Fiske lifted the crossbar and pulled his side of the gate open, just far enough for Arietta to slip out. She had to pause in the alcove between the towers, for the scene in the street was madness. A panicked mob was fleeing the fight on the bridge, trying to squeeze through a maze of toppled handcarts and spilled possessions. Her father’s guards were shouting down from their towers, warning people to stay clear of the gate-and reinforcing their orders by pinging iron crossbow quarrels off the cobblestones below.

Arietta looked up the street toward the canal, where the watchman was at the center of the bridge-bloodied, but his greatsword slashing back and forth as he executed a very slow retreat. She counted three Shadovar against him, the nearest pair harrying him with wedges of flying shadow while the third tried to dart past along the bridge railing.

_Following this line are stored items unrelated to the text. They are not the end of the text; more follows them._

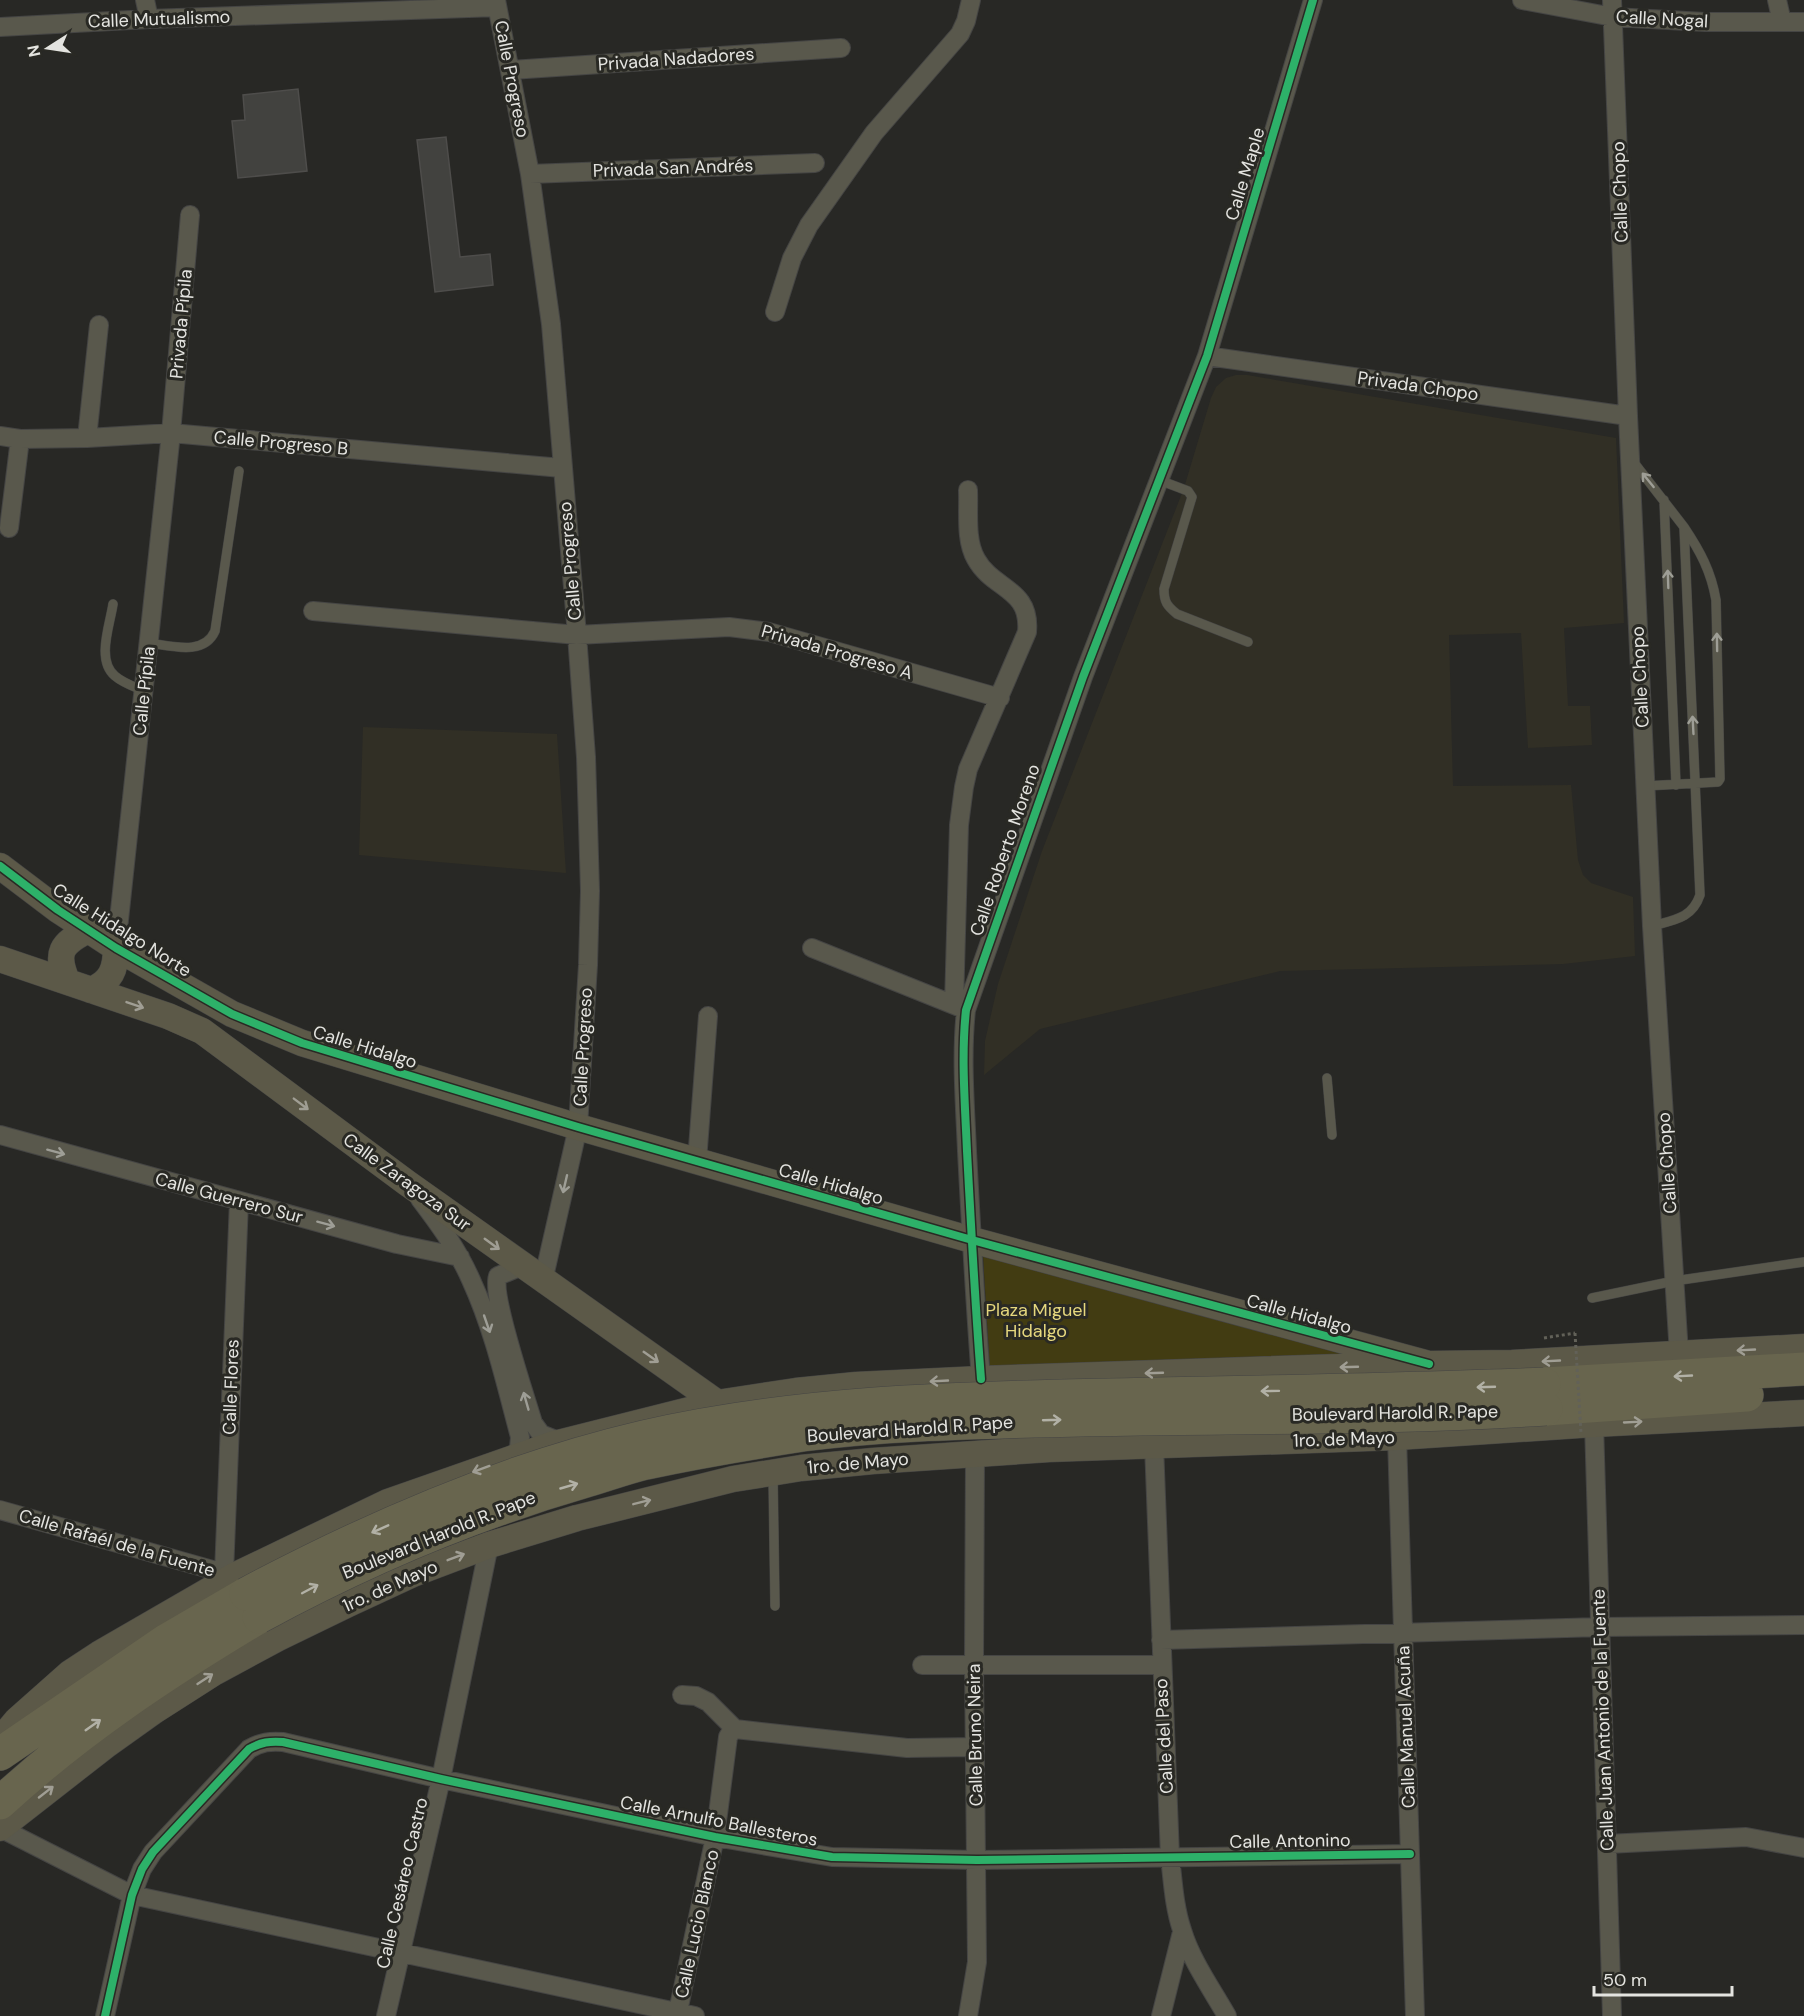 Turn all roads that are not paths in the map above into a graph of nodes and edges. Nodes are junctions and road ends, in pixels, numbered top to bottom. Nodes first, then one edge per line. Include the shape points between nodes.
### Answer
1 (145, 0) edge
2 (971, 0) edge
3 (1312, 0) edge
4 (1522, 0) edge
5 (1777, 0) edge
6 (497, 3) edge
7 (1613, 9) edge
8 (149, 19) junction
9 (1782, 22) junction
10 (1804, 22) edge
11 (0, 27) edge
12 (841, 48) dead end
13 (511, 70) junction
14 (815, 162) dead end
15 (530, 174) junction
16 (190, 215) dead end
17 (775, 312) dead end
18 (99, 325) dead end
19 (1207, 356) junction
20 (1628, 416) junction
21 (171, 434) junction
22 (0, 436) edge
23 (87, 438) junction
24 (20, 439) junction
25 (1630, 458) junction
26 (562, 468) junction
27 (239, 471) dead end
28 (1159, 480) junction
29 (968, 490) dead end
30 (1664, 500) junction
31 (1684, 527) junction
32 (9, 528) dead end
33 (113, 604) dead end
34 (314, 611) dead end
35 (577, 635) junction
36 (1248, 642) dead end
37 (149, 644) junction
38 (144, 691) junction
39 (1000, 698) junction
40 (1696, 784) junction
41 (1676, 785) junction
42 (1645, 786) junction
43 (0, 866) edge
44 (1652, 926) junction
45 (88, 930) junction
46 (116, 948) junction
47 (812, 948) dead end
48 (0, 959) edge
49 (67, 981) junction
50 (92, 990) junction
51 (960, 1007) junction
52 (232, 1014) joint
53 (708, 1016) dead end
54 (1327, 1077) dead end
55 (578, 1127) junction
56 (0, 1135) edge
57 (1332, 1135) dead end
58 (697, 1161) junction
59 (408, 1183) junction
60 (239, 1201) junction
61 (972, 1240) junction
62 (460, 1257) junction
63 (1804, 1262) edge
64 (522, 1266) junction
65 (543, 1281) junction
66 (1674, 1281) junction
67 (1592, 1298) dead end
68 (1804, 1347) edge
69 (1679, 1354) junction
70 (1441, 1364) junction
71 (1804, 1369) edge
72 (981, 1379) junction
73 (1804, 1392) edge
74 (1545, 1396) junction
75 (717, 1403) junction
76 (1804, 1413) edge
77 (657, 1418) junction
78 (1587, 1428) junction
79 (1397, 1437) junction
80 (561, 1442) junction
81 (1154, 1444) junction
82 (975, 1454) junction
83 (512, 1458) junction
84 (773, 1472) junction
85 (674, 1494) junction
86 (0, 1510) edge
87 (489, 1545) junction
88 (241, 1590) junction
89 (774, 1606) dead end
90 (1804, 1625) edge
91 (1600, 1627) junction
92 (1403, 1634) junction
93 (1161, 1640) junction
94 (922, 1665) dead end
95 (974, 1665) junction
96 (1161, 1665) junction
97 (682, 1695) dead end
98 (735, 1729) junction
99 (0, 1740) edge
100 (974, 1747) junction
101 (0, 1754) edge
102 (441, 1779) junction
103 (0, 1803) edge
104 (0, 1828) edge
105 (716, 1837) junction
106 (1606, 1844) junction
107 (1804, 1848) edge
108 (1410, 1854) junction
109 (1170, 1857) junction
110 (977, 1860) junction
111 (132, 1894) junction
112 (1182, 1932) junction
113 (401, 1953) junction
114 (684, 2015) edge
115 (105, 2016) edge
116 (386, 2016) edge
117 (968, 2016) edge
118 (1161, 2016) edge
119 (1227, 2016) edge
120 (1415, 2016) edge
121 (1612, 2016) edge

1 - 8 street
2 - 17 street via 960,34 874,133 804,233
3 - 19 street, Calle Maple
4 - 7 street, Calle Nogal
5 - 9 street
6 - 8 street, Calle Mutualismo
6 - 13 street, Calle Progreso
7 - 9 street, Calle Nogal via 1705,22
7 - 20 street, Calle Chopo
8 - 11 street, Calle Mutualismo
9 - 10 street, Calle Nogal
12 - 13 street, Privada Nadadores
13 - 15 street, Calle Progreso
14 - 15 street, Privada San Andrés
15 - 26 street, Calle Progreso via 550,324
16 - 21 street, Privada Pípila
18 - 23 street
19 - 20 street, Privada Chopo
19 - 28 street, Calle Roberto Moreno
20 - 25 street, Calle Chopo
21 - 23 street, Calle Progreso B
21 - 26 street, Calle Progreso B
21 - 37 street, Calle Pípila
22 - 24 street, Calle Progreso B
23 - 24 street, Calle Progreso B
24 - 32 street
30 -> 25 lane
25 - 42 street, Calle Chopo
26 - 35 street, Calle Progreso
27 - 37 lane via 212,640 196,648
28 - 36 lane via 1188,491 1192,497 1164,589 1167,607
28 - 51 street, Calle Roberto Moreno
29 - 39 street via 970,534 976,559 1020,598 1028,621
30 - 31 lane
41 -> 30 lane
40 -> 31 lane
40 -> 31 lane via 1720,779 1716,600 1707,563
33 - 38 lane via 106,646 108,667 120,680
34 - 35 street, Privada Progreso A
35 - 39 street, Privada Progreso A via 750,628
35 - 55 street, Calle Progreso via 590,891
37 - 38 street, Calle Pípila
38 - 46 street, Calle Pípila
39 - 51 street via 963,787 959,825
40 - 41 lane
40 - 44 lane via 1700,895 1697,905 1681,917
41 - 42 lane
42 - 44 street, Calle Chopo
43 - 45 main road, Calle Hidalgo Norte
44 - 66 street, Calle Chopo
45 - 46 main road, Calle Hidalgo Norte
45 - 49 main road via 70,940 61,952
46 - 50 main road via 111,975
46 - 52 main road, Calle Hidalgo Norte
47 - 51 street
48 - 49 main road, Calle Zaragoza Sur
49 - 50 main road, Calle Zaragoza Sur
50 -> 59 main road, Calle Zaragoza Sur via 202,1031
51 - 61 street, Calle Roberto Moreno
52 - 55 main road, Calle Hidalgo via 302,1043
53 - 58 street
54 - 57 lane
55 - 58 main road, Calle Hidalgo
55 -> 65 street, Calle Progreso
56 -> 60 street, Calle Guerrero Sur
58 - 61 main road, Calle Hidalgo
59 - 62 street
59 -> 64 main road, Calle Zaragoza Sur
60 -> 62 street, Calle Guerrero Sur
60 - 88 street, Calle Flores
61 - 70 main road, Calle Hidalgo
61 - 72 street, Calle Roberto Moreno
62 -> 83 street via 499,1358 520,1437
63 - 66 lane
64 - 65 main road, Calle Zaragoza Sur
80 -> 64 street via 541,1434 533,1423 499,1308 495,1289 498,1276
65 -> 75 main road, Calle Zaragoza Sur
66 - 67 lane
66 - 69 street, Calle Chopo
68 -> 69 main road
69 -> 70 main road
70 -> 72 main road
71 -> 74 highway, Boulevard Harold R. Pape
72 -> 75 main road via 856,1385
73 - 74 highway, Boulevard Harold R. Pape
74 - 88 highway, Boulevard Harold R. Pape, bridge via 1457,1388 991,1397 836,1406 731,1420 644,1437 535,1468 382,1528
75 - 77 main road
75 - 84 main road, Calle Zaragoza Sur via 742,1425
78 -> 76 main road, 1ro. de Mayo
77 - 80 main road
77 - 85 main road via 670,1423 686,1446 685,1478
78 - 79 main road, 1ro. de Mayo
78 - 91 street, Calle Juan Antonio de la Fuente
79 - 81 main road, 1ro. de Mayo
79 - 92 street, Calle Manuel Acuña
80 - 83 main road
81 - 82 main road, 1ro. de Mayo
81 - 93 street, Calle del Paso
82 - 84 main road, 1ro. de Mayo
82 - 95 street, Calle Bruno Neira
83 -> 88 main road via 388,1502
84 - 85 main road, 1ro. de Mayo
84 - 89 lane
87 -> 85 main road, 1ro. de Mayo
86 - 88 street, Calle Rafaél de la Fuente
87 - 102 street, Calle Cesáreo Castro
104 -> 87 main road, 1ro. de Mayo via 105,1746 215,1672 348,1604
88 - 99 main road via 99,1654 44,1695
88 - 101 highway, Boulevard Harold R. Pape
103 -> 88 highway, Boulevard Harold R. Pape via 87,1729 177,1666
90 - 91 street
91 - 92 street
91 - 106 street, Calle Juan Antonio de la Fuente
92 - 93 street
92 - 108 street, Calle Manuel Acuña
93 - 96 street, Calle del Paso
94 - 95 street
95 - 96 street
95 - 100 street, Calle Bruno Neira
96 - 109 street, Calle del Paso
97 - 98 street via 708,1702
98 - 100 street via 907,1748
98 - 105 street, Calle Lucio Blanco via 728,1737
100 - 110 street, Calle Bruno Neira
102 - 105 street, Calle Arnulfo Ballesteros
102 - 111 street, Calle Arnulfo Ballesteros via 283,1742 260,1743 249,1749 153,1852
102 - 113 street, Calle Cesáreo Castro
104 - 111 street
105 - 110 street, Calle Arnulfo Ballesteros via 832,1857
105 - 114 street, Calle Lucio Blanco
106 - 107 street via 1746,1837
106 - 121 street, Calle Juan Antonio de la Fuente
108 - 109 street, Calle Antonino
108 - 120 street, Calle Manuel Acuña
109 - 110 street, Calle Arnulfo Ballesteros
109 - 112 street, Calle del Paso
110 - 117 street, Calle Bruno Neira via 977,1962
111 - 113 street
111 - 115 street
112 - 118 street
112 - 119 street, Calle del Paso
113 - 114 street
113 - 116 street, Calle Cesáreo Castro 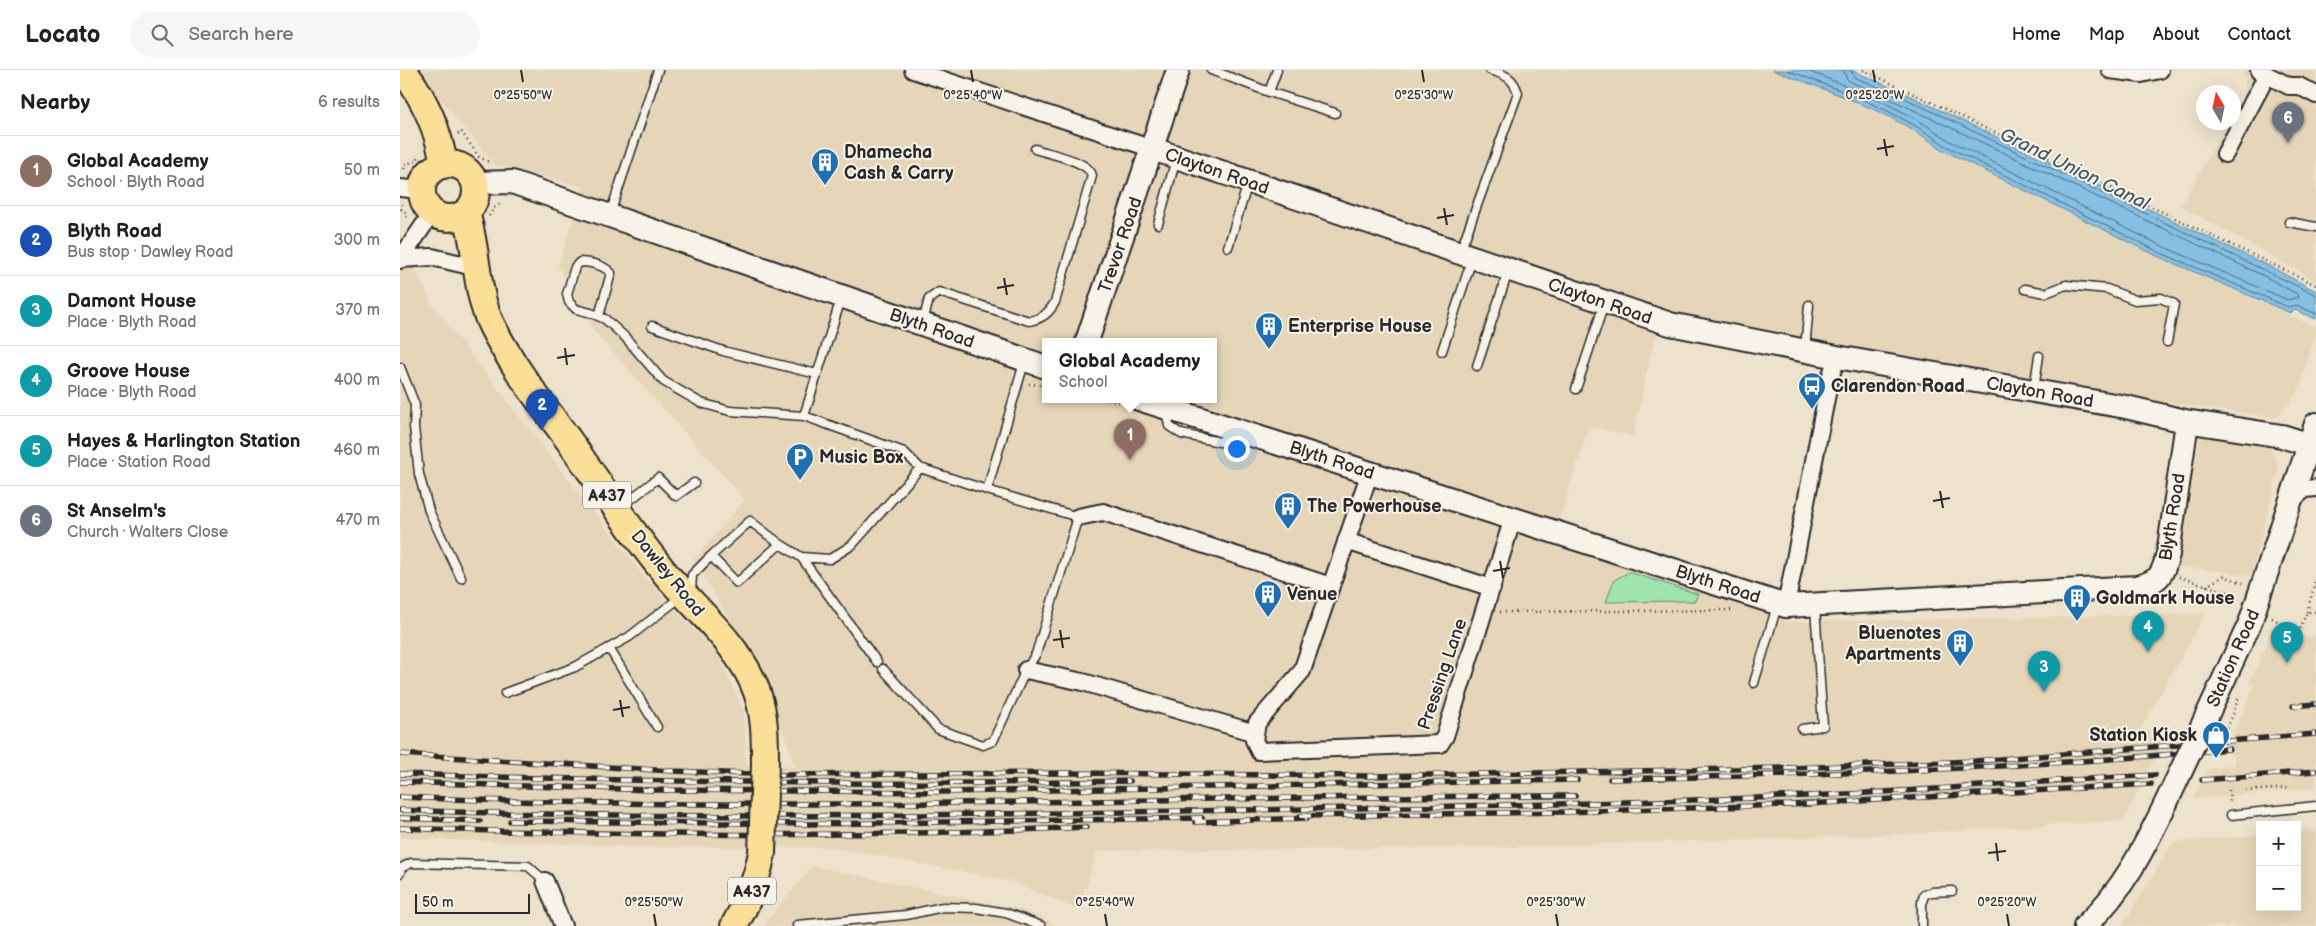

As she watched, the watchman’s sword lashed out, and the third Shadovar’s dark head went tumbling into the canal. The other two countered with an onslaught of sword-work, their blades whirling and slashing as they pressed the attack.

The watchman blocked and parried, then retreated a step.

One single step.

If the man wasn’t a knight, he soon would be. Arietta would see to that herself-assuming he survived, of course.

Knowing that Carlton and his men would soon come through the gate behind her, Arietta took a deep breath, then stepped out into the street and looked up at the tower guards.

“You up there! Stop that!” She used her bow to point toward the battle. “Come with me to the bridge!”

The rain of quarrels diminished, and the eldest guard, a long-faced brute with a drooping mustache, leaned over and frowned back at her.

“What, are you mad?” he called down. “Your father would have our ears!”

“Yes, but he’ll have your heads if you let me go out there alone.” She smiled sweetly, then shrugged. “The choice is yours, of course.”

Arietta heard the gate creaking open behind her, but she did not look back. She was already charging up the street.

CHAPTER 3

It was almost too easy. by all rights, Kleef should have been dead by now. His boots were slipping in his own blood, his arms and legs ached with the ice-cold burn of shadow-inflicted slashes, and his shoulders had grown so weary he could barely swing his sword. Yet somehow, he was still holding the bridge, alone, against an endless stream of shades. It made no sense.

The enemy arrived in twos and threes, rushing in behind flurries of umbral magic and slashing blades, attacking so fiercely Kleef dared not look away. He had no idea what had become of the red-haired woman or the mysterious archer who had come to his aid, and he had long ago lost track of the Shadovar leader-the one with the steel-blue eyes. And yet, his foes never seemed to press so hard that he would be forced to flee, as though they wanted to kill him on Deepwater Bridge or not at all.